Data for the task>

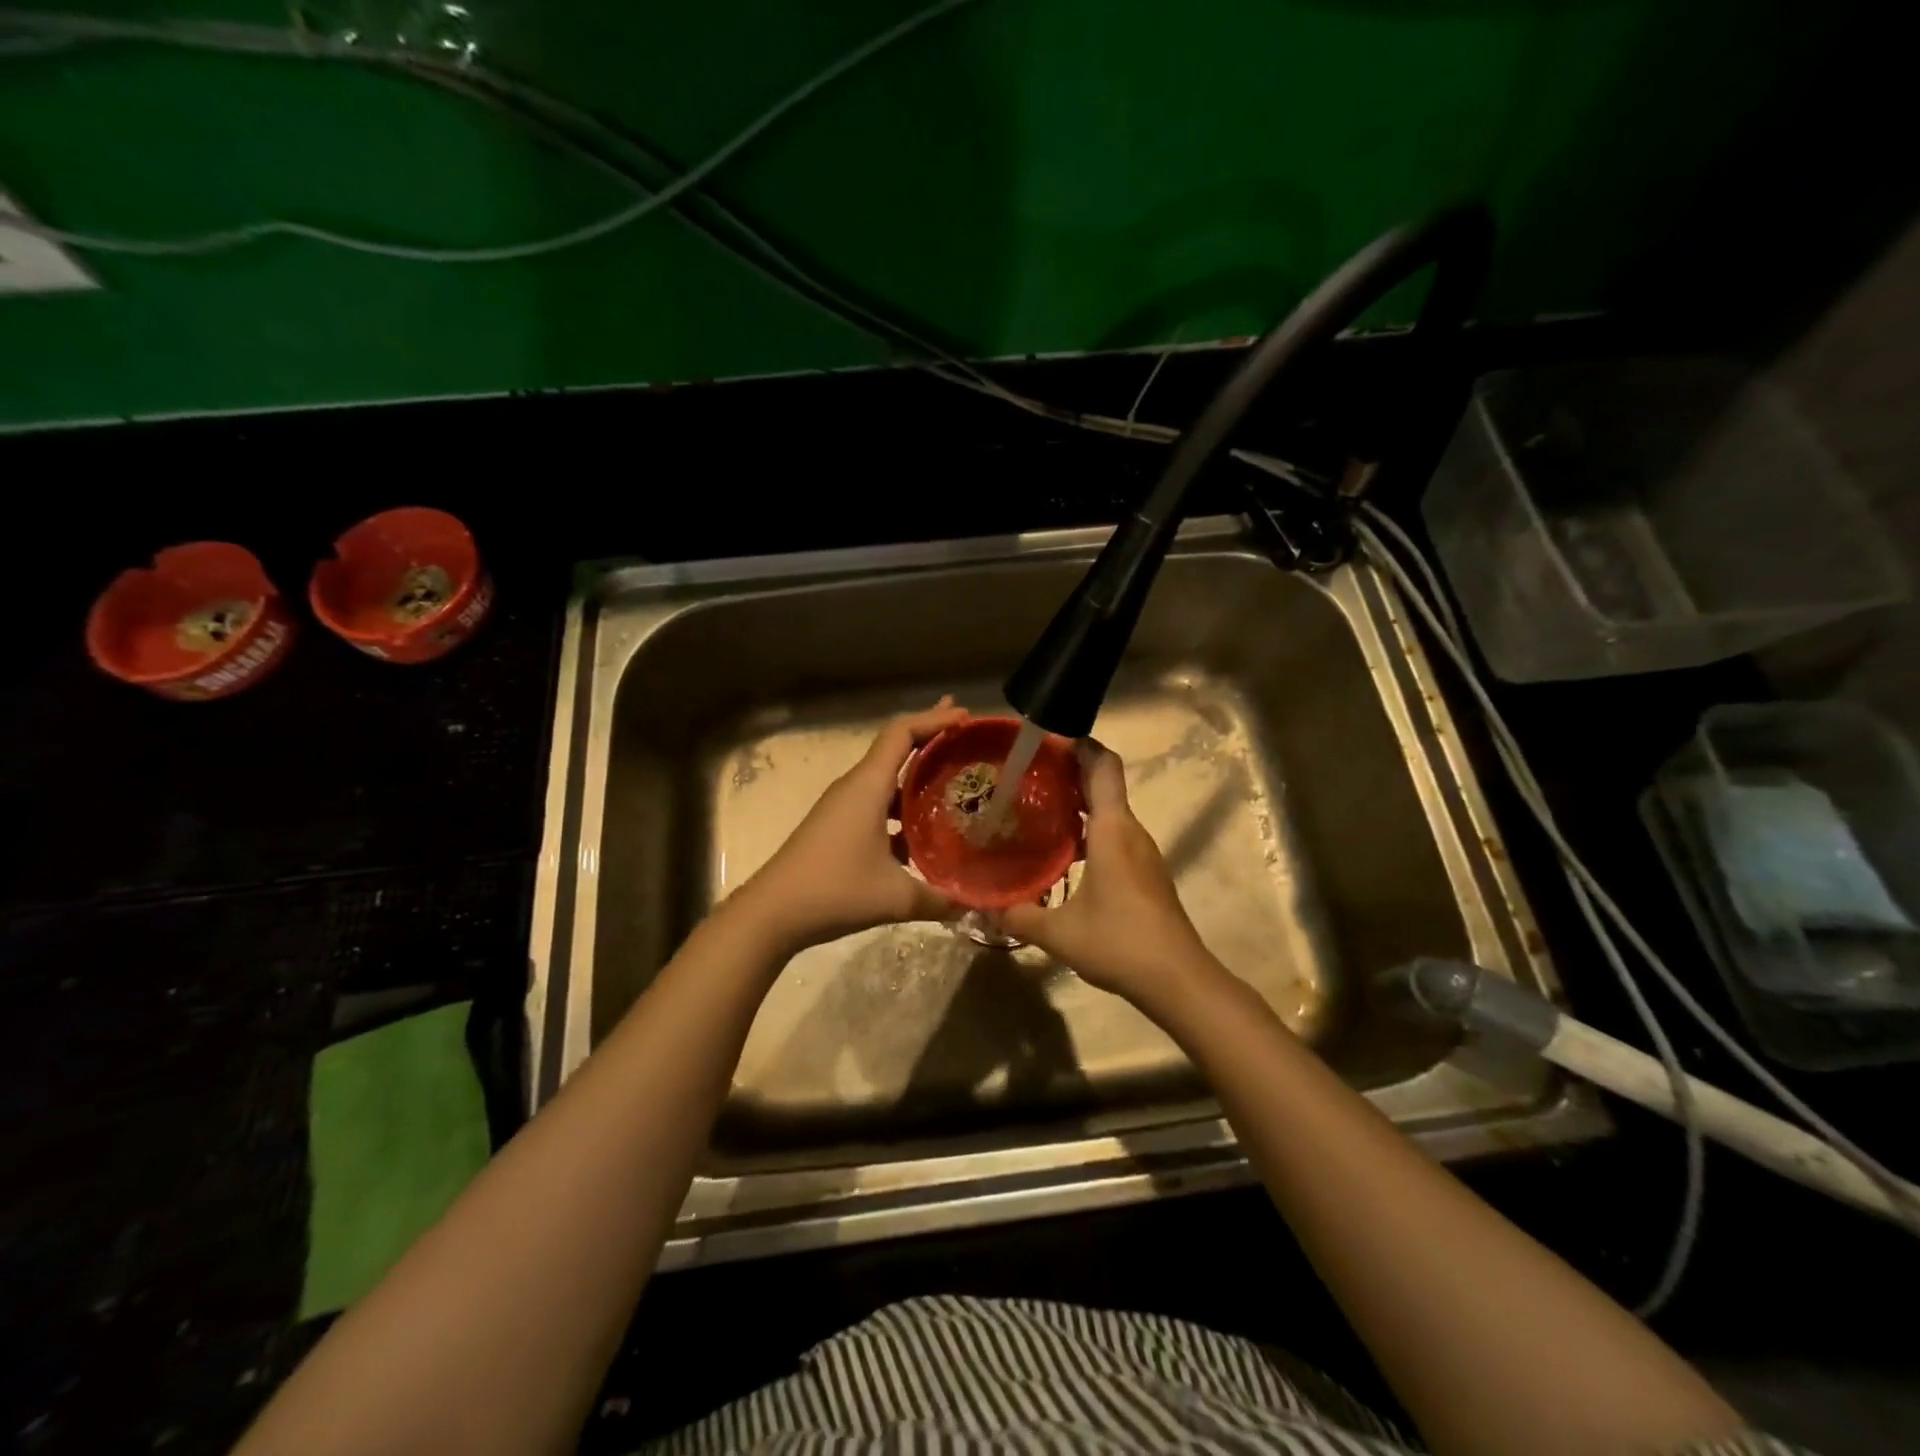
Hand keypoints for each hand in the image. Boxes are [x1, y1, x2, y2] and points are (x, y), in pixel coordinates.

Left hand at [735, 698, 968, 951]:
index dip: (935, 719)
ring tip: (952, 779)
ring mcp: (843, 806)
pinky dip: (902, 805)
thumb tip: (973, 905)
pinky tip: (923, 830)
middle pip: (895, 747)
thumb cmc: (834, 891)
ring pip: (886, 778)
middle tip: (966, 731)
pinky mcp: (837, 826)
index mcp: (868, 786)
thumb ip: (939, 900)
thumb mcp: (895, 898)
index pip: (902, 733)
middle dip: (930, 735)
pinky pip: (877, 802)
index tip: (966, 716)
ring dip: (917, 774)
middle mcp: (855, 787)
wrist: (772, 913)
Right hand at [996, 739, 1222, 1009]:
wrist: (1178, 979)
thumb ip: (1020, 915)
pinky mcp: (1146, 874)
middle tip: (1027, 775)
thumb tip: (985, 910)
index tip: (1048, 738)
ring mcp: (1143, 853)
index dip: (1079, 745)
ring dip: (1078, 806)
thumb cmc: (1119, 942)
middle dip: (1069, 774)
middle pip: (1104, 786)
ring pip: (1109, 814)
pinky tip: (1063, 854)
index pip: (1102, 766)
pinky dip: (1089, 832)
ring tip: (1037, 811)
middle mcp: (1131, 832)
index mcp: (1113, 829)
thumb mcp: (1059, 932)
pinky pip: (1115, 837)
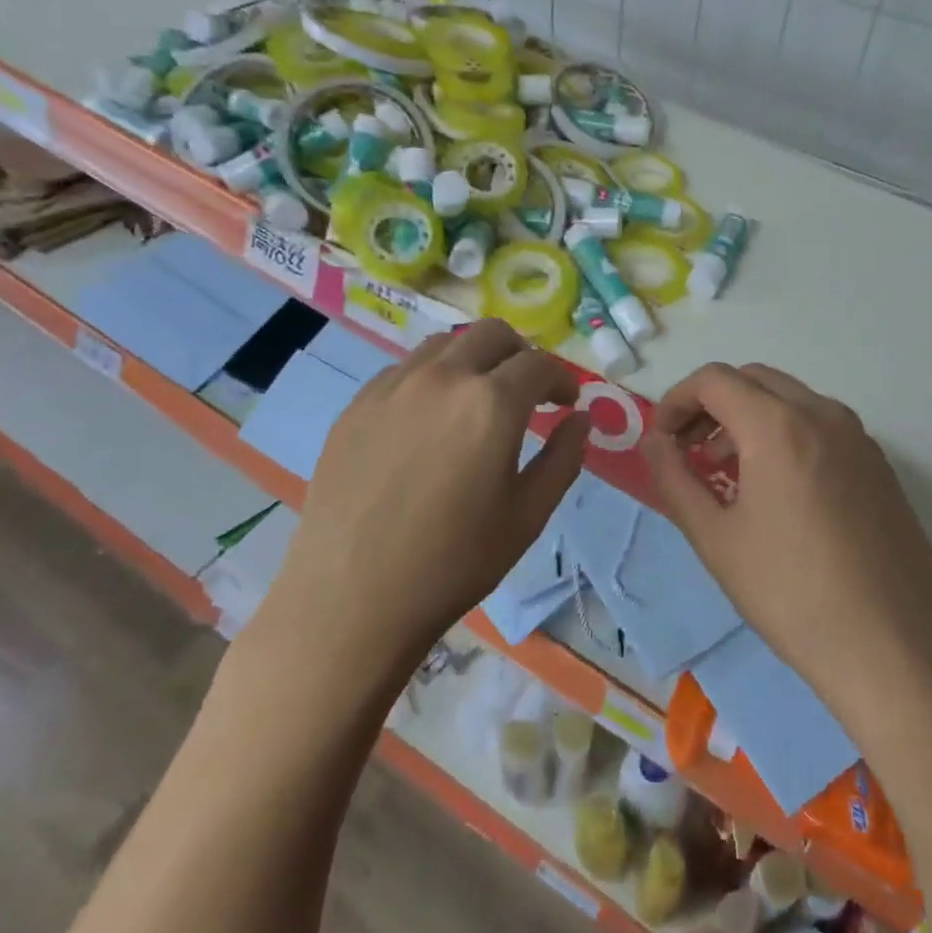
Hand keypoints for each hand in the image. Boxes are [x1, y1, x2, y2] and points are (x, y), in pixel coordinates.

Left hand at [246, 320, 589, 678]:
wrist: (351, 598)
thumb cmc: (453, 562)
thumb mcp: (527, 516)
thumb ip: (563, 459)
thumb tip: (580, 419)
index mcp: (491, 403)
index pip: (539, 364)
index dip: (562, 379)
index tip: (566, 402)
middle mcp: (442, 378)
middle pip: (492, 334)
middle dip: (520, 354)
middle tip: (527, 391)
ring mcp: (392, 387)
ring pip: (444, 345)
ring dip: (474, 360)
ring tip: (477, 401)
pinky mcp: (356, 406)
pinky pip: (403, 370)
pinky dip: (431, 378)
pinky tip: (428, 421)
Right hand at [643, 363, 931, 709]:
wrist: (896, 649)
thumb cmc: (791, 594)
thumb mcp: (715, 538)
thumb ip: (674, 478)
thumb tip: (654, 441)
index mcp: (778, 426)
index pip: (714, 380)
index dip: (676, 400)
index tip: (662, 440)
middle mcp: (823, 414)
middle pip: (753, 380)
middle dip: (711, 404)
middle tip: (689, 449)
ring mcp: (859, 437)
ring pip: (789, 399)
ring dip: (748, 417)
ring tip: (727, 471)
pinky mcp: (879, 464)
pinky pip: (820, 425)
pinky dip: (784, 433)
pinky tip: (777, 488)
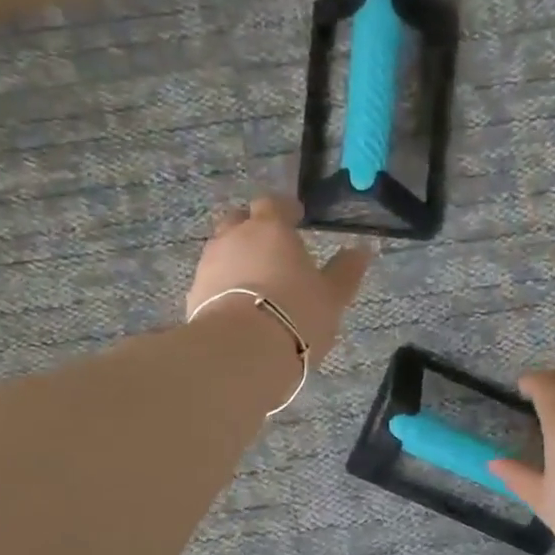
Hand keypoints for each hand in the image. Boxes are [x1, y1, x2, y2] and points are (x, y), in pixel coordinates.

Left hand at [187, 196, 371, 362]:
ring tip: (255, 284)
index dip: (285, 208)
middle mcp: (233, 238)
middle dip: (252, 229)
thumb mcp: (332, 296)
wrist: (242, 351)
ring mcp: (208, 265)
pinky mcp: (193, 295)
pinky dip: (223, 288)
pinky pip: (211, 282)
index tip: (296, 218)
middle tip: (270, 248)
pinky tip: (238, 309)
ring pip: (221, 251)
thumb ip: (345, 271)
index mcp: (270, 228)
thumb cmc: (296, 314)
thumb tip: (361, 250)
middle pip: (238, 221)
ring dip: (236, 260)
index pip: (273, 203)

About this task>
A word-for-word transcription of the listing is needed, minus its images.

Solution for this exercise>
Hand keypoints for each hand in the image. Boxes are [x1, y1, x2, y2] and points are (x, y), in pixel coordinates.

Left hand at [735, 698, 968, 951]:
index dip: (935, 719)
ring tip: (952, 779)
ring mcp: (843, 806)
pinky dip: (902, 805)
thumb tip: (973, 905)
pinky tip: (923, 830)
middle pip: (895, 747)
thumb cmc: (834, 891)
ring pip: (886, 778)
middle tip: (966, 731)
pinky mcp: (837, 826)
index mcp: (868, 786)
thumb ip: (939, 900)
thumb mcp: (895, 898)
index pip: (902, 733)
middle dip: (930, 735)
pinky pip: (877, 802)
index tip: (966, 716)
ring dip: (917, 774)
middle mcp: (855, 787)
wrist: (772, 913)
Right hand at [996, 739, 1222, 1009]:
wrist: (1178, 979)
thumb ip: (1020, 915)
pinky mcp: (1146, 874)
middle tip: (1027, 775)
thumb tip: (985, 910)
index tip: (1048, 738)
ring mcp: (1143, 853)
index dip: (1079, 745)
ring dip: (1078, 806)
thumb cmc: (1119, 942)
middle dip: (1069, 774)
middle pip: (1104, 786)
ring pip: (1109, 814)
pinky tip: (1063, 854)
index pip: (1102, 766)
pinky dip: (1089, 832)
ring tip: (1037, 811)
middle mcp: (1131, 832)
index mcp: (1113, 829)
thumb mcp: (1059, 932)
pinky pip: (1115, 837)
Hand keypoints for each hand in the image. Boxes are [x1, y1, x2, y2] and points are (x, y), in pixel coordinates.

Left hand at [246, 320, 589, 678]:
wrist: (351, 598)
thumb cmc: (453, 562)
thumb mcp: (527, 516)
thumb ip: (563, 459)
thumb tip: (580, 419)
index mcp: (491, 403)
index pip: (539, 364)
index dip: (562, 379)
index tip: (566, 402)
middle mcp: (442, 378)
middle pip: (492, 334)
middle dip: (520, 354)
middle tip: (527, 391)
ring mcp: (392, 387)
ring pip: (444, 345)
ring dip: (474, 360)
ring tip: (477, 401)
pinky mcp: (356, 406)
pinky pip: (403, 370)
pinky dip: (431, 378)
pinky tip: (428, 421)
Right hand at [643, 363, 931, 709]:
wrist: (896, 649)
thumb cmc: (791, 594)
thumb mcp: (715, 538)
thumb ip: (674, 478)
thumb tip: (654, 441)
index mcp: (778, 426)
index pip: (714, 380)
index dip: (676, 400)
index tip: (662, 440)
middle mcp: (823, 414)
middle pip: (753, 380)
middle dip: (711, 404)
middle tip: (689, 449)
ring mcp: (859, 437)
ring pip: (789, 399)
ring dip: (748, 417)
ring tip: (727, 471)
pinky mcp: (879, 464)
pinky pip: (820, 425)
pinky dip: (784, 433)
pinky tip: (777, 488)
Hand keypoints for each hand in the image. Boxes are [x1, y1, x2, y2] and points are (x, y), in pixel coordinates.

Left hand at [187, 196, 371, 362]:
ring tip: (255, 284)
index dip: (285, 208)
middle mcp: (233, 238)
middle dip: (252, 229)
thumb mcp: (332, 296)
wrist: (242, 351)
ring mcp: (208, 265)
pinky mcp: (193, 295)
pinky dip: (223, 288)
pinky pip: (211, 282)
index tip: (296, 218)
middle tip: (270, 248)
pinky tip: (238, 309)
ring pip: (221, 251)
thumb ip: (345, 271)
index mcp: (270, 228)
thumb cmc: (296, 314)
thumb tip: (361, 250)
middle pip: (238, 221)
ring dip: (236, 260)
index pip: (273, 203)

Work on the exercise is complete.